#### TASK DIRECTIONS
Please give a word-for-word repeat of the line containing "Ottley<br>Memorial Skate Park</span>" and all lines that come after it in the entries below, ending at the last line.

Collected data
____

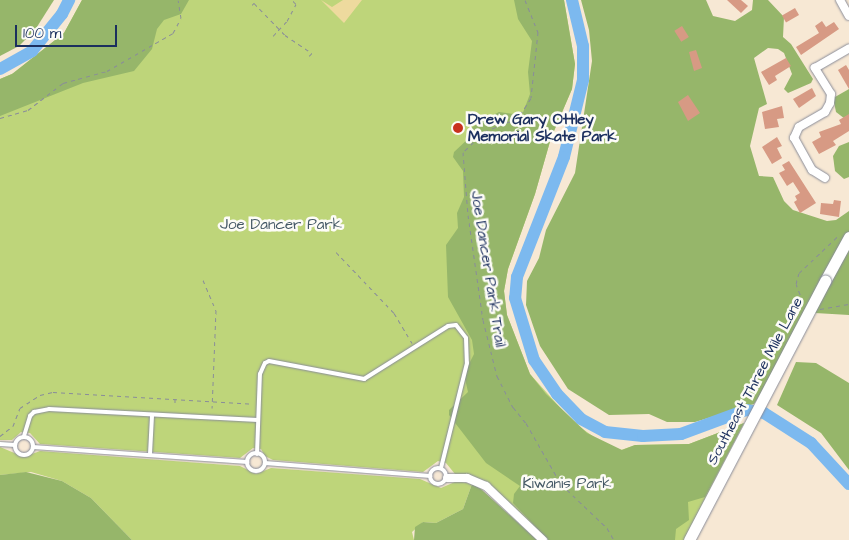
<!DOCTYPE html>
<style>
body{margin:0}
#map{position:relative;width:849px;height:540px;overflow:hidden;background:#f7e8d4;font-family:"Architects Daughter",sans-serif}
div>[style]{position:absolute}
.green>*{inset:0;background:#bed57a}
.forest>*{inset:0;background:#96b66a}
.sand>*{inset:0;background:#eeda9e}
.river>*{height:12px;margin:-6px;padding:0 6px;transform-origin:6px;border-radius:6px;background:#7cb9ef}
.building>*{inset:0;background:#d79a84;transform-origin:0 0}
.path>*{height:1px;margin-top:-0.5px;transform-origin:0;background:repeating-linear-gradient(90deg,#898c99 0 4px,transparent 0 8px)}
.roads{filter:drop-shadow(0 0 1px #898c99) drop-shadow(0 0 1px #898c99)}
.service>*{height:4px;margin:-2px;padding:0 2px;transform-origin:2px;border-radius:2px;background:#fff}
.service>.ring{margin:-2px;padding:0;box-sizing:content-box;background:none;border:4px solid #fff;border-radius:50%}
.minor>*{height:8px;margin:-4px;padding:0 4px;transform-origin:4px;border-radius:4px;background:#fff}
.primary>*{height:11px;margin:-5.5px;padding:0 5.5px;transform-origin:5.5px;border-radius:5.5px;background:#fff}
.bridges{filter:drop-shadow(0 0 1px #898c99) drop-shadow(0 0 1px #898c99)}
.primary-bridge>*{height:11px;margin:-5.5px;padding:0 5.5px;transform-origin:5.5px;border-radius:5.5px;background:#fff}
.dots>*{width:14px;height:14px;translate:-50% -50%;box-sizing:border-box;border:2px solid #fdfcf7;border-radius:50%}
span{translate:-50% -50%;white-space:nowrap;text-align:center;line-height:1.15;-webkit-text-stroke:5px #fdfcf7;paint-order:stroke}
.poi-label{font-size:15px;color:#1b2f5e;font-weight:700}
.left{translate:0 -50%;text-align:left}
.park-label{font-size:15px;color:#445865}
.street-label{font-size:15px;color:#1b2f5e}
.scale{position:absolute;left:15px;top:25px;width:102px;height:22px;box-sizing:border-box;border:2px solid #1b2f5e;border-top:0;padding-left:6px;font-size:15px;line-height:18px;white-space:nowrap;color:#1b2f5e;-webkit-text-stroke:4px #fdfcf7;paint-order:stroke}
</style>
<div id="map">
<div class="green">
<div style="clip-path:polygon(82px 0,564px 0,575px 64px,572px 89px,551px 138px,535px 194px,508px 269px,504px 291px,507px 315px,530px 374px,573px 422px,601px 442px,621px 450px,635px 445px,689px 444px,744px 423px,684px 540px,548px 540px,485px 481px,455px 474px,446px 463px,438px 461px,423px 472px,273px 460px,265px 456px,261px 449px,253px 448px,240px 458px,40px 444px,30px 433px,21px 432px,12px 440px,0 440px,0 79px,14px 73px,64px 33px)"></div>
<div style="clip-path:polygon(0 447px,24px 457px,40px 451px,240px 466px,256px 474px,271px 468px,420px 479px,441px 488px,457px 481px,472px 484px,463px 509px,436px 523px,423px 522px,412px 532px,414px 540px,132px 540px,91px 498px,62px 481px,31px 472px,0 475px)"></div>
</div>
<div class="forest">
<div style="clip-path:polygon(0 0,54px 0,35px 30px,19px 46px,0 56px)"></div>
<div style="clip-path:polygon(82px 0,189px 0,181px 14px,164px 20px,157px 29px,152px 49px,134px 71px,83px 83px,0 116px,0 79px,12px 74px,64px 33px)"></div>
<div style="clip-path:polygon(514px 0,564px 0,575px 64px,572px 89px,551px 138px,535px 194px,508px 269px,504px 291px,507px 315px,530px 374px,546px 394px,587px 433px,622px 450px,635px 445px,689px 444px,744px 423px,705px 497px,688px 502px,689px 520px,676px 529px,675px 540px,548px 540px,513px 503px,514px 494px,520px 486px,486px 463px,449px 415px,449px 410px,468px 392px,464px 374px,474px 354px,472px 340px,448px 297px,446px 245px,458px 228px,457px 213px,464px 197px,463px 171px,453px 157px,454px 152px,469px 138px,470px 129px,481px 121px,499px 112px,522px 115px,530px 94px,528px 72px,532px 41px,518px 19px)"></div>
<div style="clip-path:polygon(581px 0,706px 0,713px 16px,735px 21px,752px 10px,753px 0,768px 0,784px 17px,783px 37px,791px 44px,813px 79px,811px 83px,788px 93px,784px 89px,792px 74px,784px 53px,778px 49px,768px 48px,754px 58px,767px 104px,759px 108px,750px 146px,759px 176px,773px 177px,784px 201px,793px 210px,827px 221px,836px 220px,849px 211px,849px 315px,815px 313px,754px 404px,695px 422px,667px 422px,649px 414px,609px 415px,568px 389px,540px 346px,526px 305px,527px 281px,539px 258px,546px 230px,575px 173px,592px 61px,589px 30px)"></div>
<div style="clip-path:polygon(849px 89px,849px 122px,836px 112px,834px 102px,835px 97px)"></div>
<div style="clip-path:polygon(849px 142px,849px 177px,844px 179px,835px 171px,833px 156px,839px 146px)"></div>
<div style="clip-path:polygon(796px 362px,816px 363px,849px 383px,849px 470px,821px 433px,777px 405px)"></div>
<div style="clip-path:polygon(26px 472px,62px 481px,91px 498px,132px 540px,0 540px,0 475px)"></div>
<div style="clip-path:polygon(472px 484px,481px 489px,537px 540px,414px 540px,415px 527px,423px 522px,436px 523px,463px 509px)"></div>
</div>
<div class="sand">
<div style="clip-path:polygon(321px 0,332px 7px,343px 0,362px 0,344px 23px)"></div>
</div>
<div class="river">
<div style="left:572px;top:0;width:47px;rotate:76.6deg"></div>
<div style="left:583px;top:46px;width:34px;rotate:90deg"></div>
<div style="left:583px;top:80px;width:79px;rotate:103.9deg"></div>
<div style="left:564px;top:157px;width:129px;rotate:111.4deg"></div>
<div style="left:517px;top:277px;width:21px;rotate:95deg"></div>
<div style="left:515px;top:298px;width:65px;rotate:73deg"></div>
<div style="left:534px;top:360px;width:41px;rotate:55.9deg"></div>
<div style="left:557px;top:394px;width:35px;rotate:46deg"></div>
<div style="left:581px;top:419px;width:27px;rotate:28deg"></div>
<div style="left:605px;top:432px;width:38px;rotate:6deg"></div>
<div style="left:643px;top:436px;width:38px;rotate:-3deg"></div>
<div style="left:681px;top:434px;width:69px;rotate:-20.3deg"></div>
<div style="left:746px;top:410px;width:18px;rotate:9deg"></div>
<div style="left:764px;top:413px;width:56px;rotate:32.6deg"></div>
<div style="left:811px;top:443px;width:56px;rotate:47.2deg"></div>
<div style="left:0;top:69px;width:37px;rotate:-29deg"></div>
<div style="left:32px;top:51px;width:48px;rotate:-51deg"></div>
<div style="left:62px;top:14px;width:16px;rotate:-63deg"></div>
</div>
<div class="building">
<div style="clip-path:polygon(727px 0,741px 0,748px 6px,741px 13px)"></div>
<div style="left:795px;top:8px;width:8px;height:15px;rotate:60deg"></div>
<div style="clip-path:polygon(822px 21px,826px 27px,834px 22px,839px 29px,801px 55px,796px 47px,819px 33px,815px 26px)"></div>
<div style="left:682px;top:26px;width:13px;height:9px;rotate:58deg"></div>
<div style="clip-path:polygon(696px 50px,702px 68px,694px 71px,689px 52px)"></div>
<div style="clip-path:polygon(786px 58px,791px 66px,775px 76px,777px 80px,769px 85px,761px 72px)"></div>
<div style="clip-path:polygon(846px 65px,849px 70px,849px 89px,838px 70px)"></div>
<div style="clip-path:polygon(812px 88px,816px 96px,799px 108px,793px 99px)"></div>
<div style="clip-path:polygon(688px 95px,700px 113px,688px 121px,678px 102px)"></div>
<div style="clip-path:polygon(782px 106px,784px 118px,777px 119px,779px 127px,765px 129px,762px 112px)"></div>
<div style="clip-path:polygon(849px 114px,849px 131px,833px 141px,836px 145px,819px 154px,812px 142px,821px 137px,819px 132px,841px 124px,839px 120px)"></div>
<div style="clip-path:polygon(777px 137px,782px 146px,777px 148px,782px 158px,772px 164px,762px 147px)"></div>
<div style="clip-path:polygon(789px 161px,816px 203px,800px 213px,794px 202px,797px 200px,795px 196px,800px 193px,793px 182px,787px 186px,779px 173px,785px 170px,782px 165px)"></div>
<div style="clip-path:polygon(834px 200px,841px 201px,839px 217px,820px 214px,821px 203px,833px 204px)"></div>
</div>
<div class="path">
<div style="left:525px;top:0;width:35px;rotate:68deg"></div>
<div style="left:538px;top:32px;width:66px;rotate:96.1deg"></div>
<div style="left:531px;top:98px;width:24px;rotate:123deg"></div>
<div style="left:518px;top:118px;width:35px;rotate:158deg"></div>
<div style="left:485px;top:131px;width:30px;rotate:136deg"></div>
<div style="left:463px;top:152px;width:63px;rotate:85.5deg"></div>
<div style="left:468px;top:215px;width:106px;rotate:81.9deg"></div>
<div style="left:483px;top:320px;width:58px;rotate:76deg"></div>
<div style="left:497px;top:376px;width:35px;rotate:63deg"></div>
<div style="left:513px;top:407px;width:21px;rotate:51deg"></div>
<div style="left:526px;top:423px;width:70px;rotate:60.2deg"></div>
<div style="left:561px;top:484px;width:64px;rotate:43.7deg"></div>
<div style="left:607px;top:528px;width:14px;rotate:60deg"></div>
<div style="left:252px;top:5px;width:3px;rotate:-45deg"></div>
<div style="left:254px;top:3px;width:45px;rotate:45.9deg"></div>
<div style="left:285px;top:35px;width:32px;rotate:34deg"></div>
<div style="left:312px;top:53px;width:4px;rotate:135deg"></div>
<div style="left:273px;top:36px;width:21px;rotate:-47deg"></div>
<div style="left:287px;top:21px;width:19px;rotate:-62deg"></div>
<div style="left:296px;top:4px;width:6px;rotate:-135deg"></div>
<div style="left:0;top:118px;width:29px;rotate:-16deg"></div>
<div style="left:28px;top:110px;width:44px;rotate:-37.6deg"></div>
<div style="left:63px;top:83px;width:46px;rotate:-15.3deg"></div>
<div style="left:107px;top:71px;width:76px;rotate:-29.9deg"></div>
<div style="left:173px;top:33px;width:17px;rotate:-62deg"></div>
<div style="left:181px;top:18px;width:18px;rotate:-99deg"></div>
<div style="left:336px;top:252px;width:84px;rotate:46.4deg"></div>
<div style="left:394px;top:313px;width:35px;rotate:59deg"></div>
<div style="left:203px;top:280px;width:33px;rotate:67deg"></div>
<div style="left:216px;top:310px;width:98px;rotate:92.3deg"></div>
<div style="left:803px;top:302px;width:19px;rotate:-111deg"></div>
<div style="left:796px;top:284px;width:11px;rotate:-75deg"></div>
<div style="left:799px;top:273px;width:55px;rotate:-43.5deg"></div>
<div style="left:820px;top:309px;width:29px;rotate:-10deg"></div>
<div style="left:175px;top:399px;width:7px;rotate:90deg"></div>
<div style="left:0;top:436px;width:16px;rotate:-38deg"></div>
<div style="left:13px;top:426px;width:19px;rotate:-69deg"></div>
<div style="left:20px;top:408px;width:24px;rotate:-33deg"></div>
<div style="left:40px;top:395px;width:13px;rotate:-13deg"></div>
<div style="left:53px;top:392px;width:200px;rotate:3.4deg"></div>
</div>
<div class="roads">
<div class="service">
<div style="left:24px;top:436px;width:21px;rotate:-73deg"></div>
<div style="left:30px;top:416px;width:6px;rotate:-45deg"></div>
<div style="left:34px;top:412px;width:15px;rotate:-11deg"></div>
<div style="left:49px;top:409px;width:209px;rotate:3deg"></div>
<div class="ring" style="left:15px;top:437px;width:14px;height:14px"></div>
<div style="left:0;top:444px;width:15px;rotate:4deg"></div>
<div style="left:33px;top:447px;width:215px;rotate:4deg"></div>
<div class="ring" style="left:247px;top:453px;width:14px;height:14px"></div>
<div style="left:150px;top:454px;width:39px;rotate:-87deg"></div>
<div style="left:257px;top:454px;width:80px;rotate:-87.9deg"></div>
<div style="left:260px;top:374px;width:12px;rotate:-66deg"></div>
<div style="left:265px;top:363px;width:4px;rotate:-27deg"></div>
<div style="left:269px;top:361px;width:97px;rotate:10.7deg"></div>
<div style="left:364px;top:379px;width:99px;rotate:-32.2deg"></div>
<div style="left:448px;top:326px;width:8px;rotate:-7deg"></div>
<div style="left:456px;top:325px;width:16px;rotate:52deg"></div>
<div style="left:466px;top:338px;width:25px;rotate:88deg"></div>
<div style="left:467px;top:363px;width:108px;rotate:103.9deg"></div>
<div style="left:265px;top:463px;width:166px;rotate:4.5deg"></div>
<div class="ring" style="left:430px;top:468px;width:12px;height:12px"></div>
</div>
<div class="minor">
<div style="left:840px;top:0;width:18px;rotate:61deg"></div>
<div style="left:825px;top:178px;width:15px;rotate:-148deg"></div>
<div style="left:812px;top:170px;width:37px;rotate:-119deg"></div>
<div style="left:794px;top:138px;width:12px;rotate:-66deg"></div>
<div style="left:799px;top:127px;width:30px;rotate:-30deg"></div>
<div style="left:825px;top:112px;width:10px;rotate:-61deg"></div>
<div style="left:830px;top:103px;width:9px;rotate:-84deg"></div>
<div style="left:831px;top:94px;width:31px;rotate:-122deg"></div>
<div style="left:815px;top:68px;width:39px;rotate:-30deg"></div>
<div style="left:447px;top:478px;width:20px"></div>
<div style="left:467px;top:478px;width:21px;rotate:23deg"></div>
<div style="left:486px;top:486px;width:79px;rotate:43.5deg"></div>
</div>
<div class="primary">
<div style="left:825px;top:281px;width:50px;rotate:-61.4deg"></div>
</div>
</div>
<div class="bridges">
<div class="primary-bridge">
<div style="left:689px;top:540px;width:293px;rotate:-62.3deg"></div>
</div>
</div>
<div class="dots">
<div style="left:458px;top:128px;background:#c8321e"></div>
</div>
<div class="poi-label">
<span class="left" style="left:468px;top:128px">Drew Gary Ottley<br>Memorial Skate Park</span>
</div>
<div class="park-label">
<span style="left:281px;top:225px">Joe Dancer Park</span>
<span style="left:567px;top:484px">Kiwanis Park</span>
</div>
<div class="street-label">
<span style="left:488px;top:269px;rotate:81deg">Joe Dancer Park Trail</span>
<span style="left:755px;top:381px;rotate:-62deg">Southeast Three Mile Lane</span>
</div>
<div class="scale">100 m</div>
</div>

____

#### RESPONSE AREA
<span class="left" style="left:468px;top:128px">Drew Gary Ottley<br>Memorial Skate Park</span>
</div>
<div class="park-label">
<span style="left:281px;top:225px">Joe Dancer Park</span>
<span style="left:567px;top:484px">Kiwanis Park</span>
</div>
<div class="street-label">
<span style="left:488px;top:269px;rotate:81deg">Joe Dancer Park Trail</span>
<span style="left:755px;top:381px;rotate:-62deg">Southeast Three Mile Lane</span>
</div>
<div class="scale">100 m</div>
</div>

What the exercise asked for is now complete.